Kitchen mishap: spilled liquid on marble countertop

const spill_image_response = await ai.models.generateContent({
  model: MODEL_ID,
  contents: [
    google.createPartFromBase64(
      fs.readFileSync(path.join("../assets", "Spatial_understanding_3d", "spill.jpg")).toString("base64"),
      "image/jpeg"
    ),
    'Find the 3D bounding boxes of no more than 10 items, include spill, return a json array with the objects having keys "label" and "box_3d"',
  ],
  config: {
    temperature: 0.5,
  },
});
tslab.display.markdown(spill_image_response.text ?? "");
[
  {"label": "sugar container", "box_3d": [0.21,0.94,0.38,0.4,0.14,0.32,45,-1,-2]},
  {"label": "sugar bowl", "box_3d": [-0.09,0.83,0.13,0.18,0.24,0.18,-63,37,-53]},
  {"label": "spill", "box_3d": [0.28,0.81,-0.03,0.07,0.31,0.29,163,44,86]},
  {"label": "dish towel", "box_3d": [-0.29,0.73,-0.15,0.04,0.35,0.33,149,44,86]}
]
const spill_image_response_code = parseCodeBlock(spill_image_response.text ?? "");
if (spill_image_response_code) {
  const spill_image_boxes: BoundingBox[] = JSON.parse(spill_image_response_code) as BoundingBox[];
  const spill_image_path = path.join("../assets", "Spatial_understanding_3d", "spill.jpg");
  const spill_image_with_boxes = await drawBoundingBoxes(spill_image_path, spill_image_boxes, "red", "32");

  tslab.display.jpeg(new Uint8Array(spill_image_with_boxes));
}

What’s next?

For a more end-to-end example, the code from the Spatial understanding example from Google AI Studio is available on GitHub.

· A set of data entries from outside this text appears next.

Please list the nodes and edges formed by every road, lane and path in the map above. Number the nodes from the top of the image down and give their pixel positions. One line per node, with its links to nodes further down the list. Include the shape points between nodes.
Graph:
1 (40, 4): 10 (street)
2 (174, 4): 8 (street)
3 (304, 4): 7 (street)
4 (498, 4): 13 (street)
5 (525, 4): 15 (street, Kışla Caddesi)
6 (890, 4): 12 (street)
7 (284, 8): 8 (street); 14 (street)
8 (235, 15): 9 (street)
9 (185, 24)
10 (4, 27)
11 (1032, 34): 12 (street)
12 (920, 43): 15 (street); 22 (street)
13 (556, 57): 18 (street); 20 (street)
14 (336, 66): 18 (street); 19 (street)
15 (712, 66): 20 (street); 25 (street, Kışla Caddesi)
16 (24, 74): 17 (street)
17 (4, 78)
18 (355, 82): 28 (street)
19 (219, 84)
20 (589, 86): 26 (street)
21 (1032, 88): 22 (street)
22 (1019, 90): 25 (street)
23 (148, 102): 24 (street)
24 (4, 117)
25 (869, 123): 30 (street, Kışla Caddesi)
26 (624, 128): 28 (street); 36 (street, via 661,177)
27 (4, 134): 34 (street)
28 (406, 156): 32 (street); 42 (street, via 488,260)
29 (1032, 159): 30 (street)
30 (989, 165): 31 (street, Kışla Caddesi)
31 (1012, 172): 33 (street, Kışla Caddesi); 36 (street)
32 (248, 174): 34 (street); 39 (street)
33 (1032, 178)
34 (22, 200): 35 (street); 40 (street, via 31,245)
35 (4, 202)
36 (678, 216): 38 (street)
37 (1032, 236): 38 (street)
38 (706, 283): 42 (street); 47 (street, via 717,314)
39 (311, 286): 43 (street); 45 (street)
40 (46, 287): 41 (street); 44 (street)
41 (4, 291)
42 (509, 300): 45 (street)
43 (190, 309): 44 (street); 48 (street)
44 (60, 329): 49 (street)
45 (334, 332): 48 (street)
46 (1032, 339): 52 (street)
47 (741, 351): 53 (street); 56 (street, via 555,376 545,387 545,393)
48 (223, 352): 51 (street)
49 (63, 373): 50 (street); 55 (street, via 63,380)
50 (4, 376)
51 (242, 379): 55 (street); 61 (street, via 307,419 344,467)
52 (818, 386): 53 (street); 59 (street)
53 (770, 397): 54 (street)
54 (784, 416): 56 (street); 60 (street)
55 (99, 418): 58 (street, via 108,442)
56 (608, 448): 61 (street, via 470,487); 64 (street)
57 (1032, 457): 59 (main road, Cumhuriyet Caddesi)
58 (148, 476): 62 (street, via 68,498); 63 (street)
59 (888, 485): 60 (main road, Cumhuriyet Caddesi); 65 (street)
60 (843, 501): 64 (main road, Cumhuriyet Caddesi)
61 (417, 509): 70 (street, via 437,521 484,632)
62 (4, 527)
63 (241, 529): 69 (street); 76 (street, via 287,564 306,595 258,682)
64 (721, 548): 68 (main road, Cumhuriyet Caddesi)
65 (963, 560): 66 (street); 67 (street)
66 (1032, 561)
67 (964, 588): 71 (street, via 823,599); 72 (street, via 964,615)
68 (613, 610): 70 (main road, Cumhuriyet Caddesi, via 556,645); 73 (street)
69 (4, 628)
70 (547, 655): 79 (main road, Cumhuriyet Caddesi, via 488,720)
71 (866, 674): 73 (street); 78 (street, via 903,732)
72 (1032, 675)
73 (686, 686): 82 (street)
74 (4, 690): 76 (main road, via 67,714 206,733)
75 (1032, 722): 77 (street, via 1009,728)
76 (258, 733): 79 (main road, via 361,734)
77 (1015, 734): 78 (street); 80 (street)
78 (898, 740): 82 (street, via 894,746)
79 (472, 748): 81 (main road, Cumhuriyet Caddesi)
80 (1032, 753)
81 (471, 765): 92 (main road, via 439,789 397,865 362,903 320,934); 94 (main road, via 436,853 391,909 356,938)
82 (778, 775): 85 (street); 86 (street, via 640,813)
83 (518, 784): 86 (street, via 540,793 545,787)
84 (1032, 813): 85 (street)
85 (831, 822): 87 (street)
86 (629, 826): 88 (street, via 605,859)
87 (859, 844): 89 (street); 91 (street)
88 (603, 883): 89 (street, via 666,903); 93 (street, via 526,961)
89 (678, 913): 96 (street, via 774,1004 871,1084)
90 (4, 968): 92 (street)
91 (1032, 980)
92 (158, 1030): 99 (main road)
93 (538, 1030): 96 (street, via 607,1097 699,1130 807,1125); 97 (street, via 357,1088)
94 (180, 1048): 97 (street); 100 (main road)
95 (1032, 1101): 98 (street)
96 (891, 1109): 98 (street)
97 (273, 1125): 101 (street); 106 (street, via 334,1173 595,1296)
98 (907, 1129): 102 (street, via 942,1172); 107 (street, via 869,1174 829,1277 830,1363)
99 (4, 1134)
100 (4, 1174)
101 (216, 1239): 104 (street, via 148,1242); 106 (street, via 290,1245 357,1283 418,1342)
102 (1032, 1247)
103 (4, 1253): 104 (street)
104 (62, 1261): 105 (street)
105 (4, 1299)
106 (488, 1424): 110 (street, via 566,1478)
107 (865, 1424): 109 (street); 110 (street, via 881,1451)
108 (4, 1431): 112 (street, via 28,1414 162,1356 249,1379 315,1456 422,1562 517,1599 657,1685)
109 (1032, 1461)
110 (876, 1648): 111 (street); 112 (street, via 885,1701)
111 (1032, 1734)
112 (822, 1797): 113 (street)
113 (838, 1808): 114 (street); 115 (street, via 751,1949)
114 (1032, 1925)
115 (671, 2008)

Related to image recognition and reasoning, other than the 2D spatial understanding notebook, Market a jet backpack and Guess the shape examples are worth checking to continue exploring the capabilities of Gemini.

Other Gemini examples are available in the Gemini cookbook. The video understanding, audio streaming and multiple tools examples are in particular worth checking if you are interested in advanced capabilities of the model.